# i was just wondering about breeding potbellied to large pigs



## myrandaandkids (Apr 15, 2006)

we are talking about getting a large breed pig to breed with our potbelly male for meat purposes, will this turn out to be larger lean meat pigs or smaller regular pork pigs? it doesnt really matter as it is just for our family, but the lean meat of potbellies is nice had an over fed one once full of more greasy fat than good meat, by the way anyone know how to use the fat? someone told me it was good for cooking, but does anything need to be done to it first or do you just toss a chunk in the pan? :1pig:


----------



## myheaven (Apr 14, 2006)

I dont know about the breeding part but you do have to render the fat. Which is heat up the fat till it melts skimm off the yucky stuff ladle off the good clear lard, Not pour, ladle. use the brown parts in the bottom for cracklin cookies or johnny cakes. You may have to heat and skimm the fat a few times to get perfectly clear lard. Youll need low heat. lard can be used in any recipe that calls for shortning.


----------



## GeorgeK (Apr 14, 2004)

It depends on what you breed it to. Any pig if overfed will get fat. There are however genetically "lardy" pigs that preferentially make fat before meat, hence the category of "lard pig". If you get a bacon pig rather than a lard pig you can breed up to a larger size, but it may be somewhat random to what degree the offspring match the size of either parent. It would be odd for the offspring to be significantly larger than either parent. Just watch the growth, save the best for breeders and eat the rest.


----------



## dezeeuwgoats (Jan 12, 2006)

I'm doing this also! I have a 'red hampshire' gilt, which means a mutt, I think, lol. She is a red and white pig - hampshire markings, sort of. She is long, very long. I am trading services with bbbudy - and Porker (the potbelly male) is getting a nice warm vacation in the valley for a visit with Petunia. Petunia is nearly a year old. 

I too am interested in seeing what I end up with with this cross. I will try to pick the best couple of offspring to continue breeding with, and eat the rest. I am going to pick the longest and the largest offspring to keep. If Petunia's attitude is alright, I may do it more than once - if she's a mean sow she's history, and I'll just continue with the offspring. 

Niki


----------



## pancho (Oct 23, 2006)

The cross has been made many times. Many of the potbelly pigs you see are a cross.


----------



## pyrnad (Jan 22, 2006)

I have done this before, and the meat from the offspring is great. PB boar to a sow(mut) she was pink. I was really pleased with the meat. I am going to do it again this spring.


----------



## dezeeuwgoats (Jan 12, 2006)

Hey, Pyrnad! Approximately how large were the resultant offspring? Did they grow more slowly due to the pb influence? How were their temperaments?

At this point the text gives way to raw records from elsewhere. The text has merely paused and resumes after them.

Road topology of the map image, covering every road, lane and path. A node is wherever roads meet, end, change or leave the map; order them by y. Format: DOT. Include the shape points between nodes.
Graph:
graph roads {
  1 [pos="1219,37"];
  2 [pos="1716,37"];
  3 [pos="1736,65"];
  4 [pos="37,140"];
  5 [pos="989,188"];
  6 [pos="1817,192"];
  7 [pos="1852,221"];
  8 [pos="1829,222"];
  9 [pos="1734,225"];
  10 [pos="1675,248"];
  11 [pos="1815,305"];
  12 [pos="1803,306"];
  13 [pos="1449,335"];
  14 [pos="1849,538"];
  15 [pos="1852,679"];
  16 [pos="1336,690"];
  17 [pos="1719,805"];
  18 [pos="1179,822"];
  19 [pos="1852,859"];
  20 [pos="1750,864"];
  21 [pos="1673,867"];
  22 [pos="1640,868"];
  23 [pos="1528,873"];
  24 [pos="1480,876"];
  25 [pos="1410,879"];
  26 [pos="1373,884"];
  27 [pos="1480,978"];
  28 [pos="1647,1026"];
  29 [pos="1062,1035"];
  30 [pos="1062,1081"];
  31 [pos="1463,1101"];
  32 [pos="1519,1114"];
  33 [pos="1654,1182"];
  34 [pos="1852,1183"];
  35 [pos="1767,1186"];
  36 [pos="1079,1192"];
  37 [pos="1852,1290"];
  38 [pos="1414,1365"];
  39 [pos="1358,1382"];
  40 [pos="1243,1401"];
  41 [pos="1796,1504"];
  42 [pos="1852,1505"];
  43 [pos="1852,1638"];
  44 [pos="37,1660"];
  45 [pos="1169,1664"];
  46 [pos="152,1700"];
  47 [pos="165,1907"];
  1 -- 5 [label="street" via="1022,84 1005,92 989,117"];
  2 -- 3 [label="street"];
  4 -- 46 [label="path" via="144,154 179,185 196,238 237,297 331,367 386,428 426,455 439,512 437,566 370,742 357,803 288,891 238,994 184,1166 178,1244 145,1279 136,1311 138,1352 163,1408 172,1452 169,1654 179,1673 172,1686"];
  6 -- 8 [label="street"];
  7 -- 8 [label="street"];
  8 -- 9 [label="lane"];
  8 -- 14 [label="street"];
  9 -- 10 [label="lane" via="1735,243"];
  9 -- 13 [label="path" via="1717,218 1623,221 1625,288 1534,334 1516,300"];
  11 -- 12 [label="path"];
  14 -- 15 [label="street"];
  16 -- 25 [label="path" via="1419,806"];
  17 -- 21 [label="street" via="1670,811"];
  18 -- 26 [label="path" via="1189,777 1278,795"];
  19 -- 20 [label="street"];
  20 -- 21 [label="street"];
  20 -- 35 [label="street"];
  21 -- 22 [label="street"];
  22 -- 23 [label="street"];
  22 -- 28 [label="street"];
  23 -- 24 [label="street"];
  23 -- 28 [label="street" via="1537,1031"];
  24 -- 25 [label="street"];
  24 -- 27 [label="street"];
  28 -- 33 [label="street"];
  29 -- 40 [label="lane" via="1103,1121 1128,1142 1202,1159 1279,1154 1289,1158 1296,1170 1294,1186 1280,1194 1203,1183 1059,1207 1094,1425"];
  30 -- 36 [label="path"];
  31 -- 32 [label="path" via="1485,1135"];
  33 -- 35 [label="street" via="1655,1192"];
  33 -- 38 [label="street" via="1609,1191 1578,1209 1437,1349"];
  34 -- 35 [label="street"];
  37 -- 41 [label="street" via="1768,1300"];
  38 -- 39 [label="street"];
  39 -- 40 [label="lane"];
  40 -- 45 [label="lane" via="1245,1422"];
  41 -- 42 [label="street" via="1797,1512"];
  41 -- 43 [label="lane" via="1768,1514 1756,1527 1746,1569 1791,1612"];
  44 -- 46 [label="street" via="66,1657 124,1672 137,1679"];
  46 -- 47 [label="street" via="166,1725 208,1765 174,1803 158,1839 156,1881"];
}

Did you keep any of the offspring to breed, and if so - age/weights? 

Thanks!
Niki


----------



## TurnKey (Aug 11, 2004)

OK- I'm trying to visualize the actual mating. Little man whose back comes up to girlfriends belly. How are they going to complete the act?? :shrug: Or, do you have to do the AI thing? Kinda like the studly little poodle hookin' up with that hot little Labrador down the street.


----------



## GeorgeK (Apr 14, 2004)

Pigs do 3 things; root, eat and mate. They'll figure it out. 





TurnKey said:


> OK- I'm trying to visualize the actual mating. Little man whose back comes up to girlfriends belly. How are they going to complete the act?? :shrug: Or, do you have to do the AI thing? Kinda like the studly little poodle hookin' up with that hot little Labrador down the street.


----------



## pancho (Oct 23, 2006)

The resulting pigs from the crosses we raised looked much like any other breed while young. Not any difference in sizes. As they matured they developed into a much fatter hog, not as fat as the guinea but a lot fatter than the other breed.
We crossed ours with hamps. The mature guinea hog is not a small hog, just a lot fatter than most. We never kept a boar guinea, only sows as we didn't want a male guinea hog crossing with the other breeds.


----------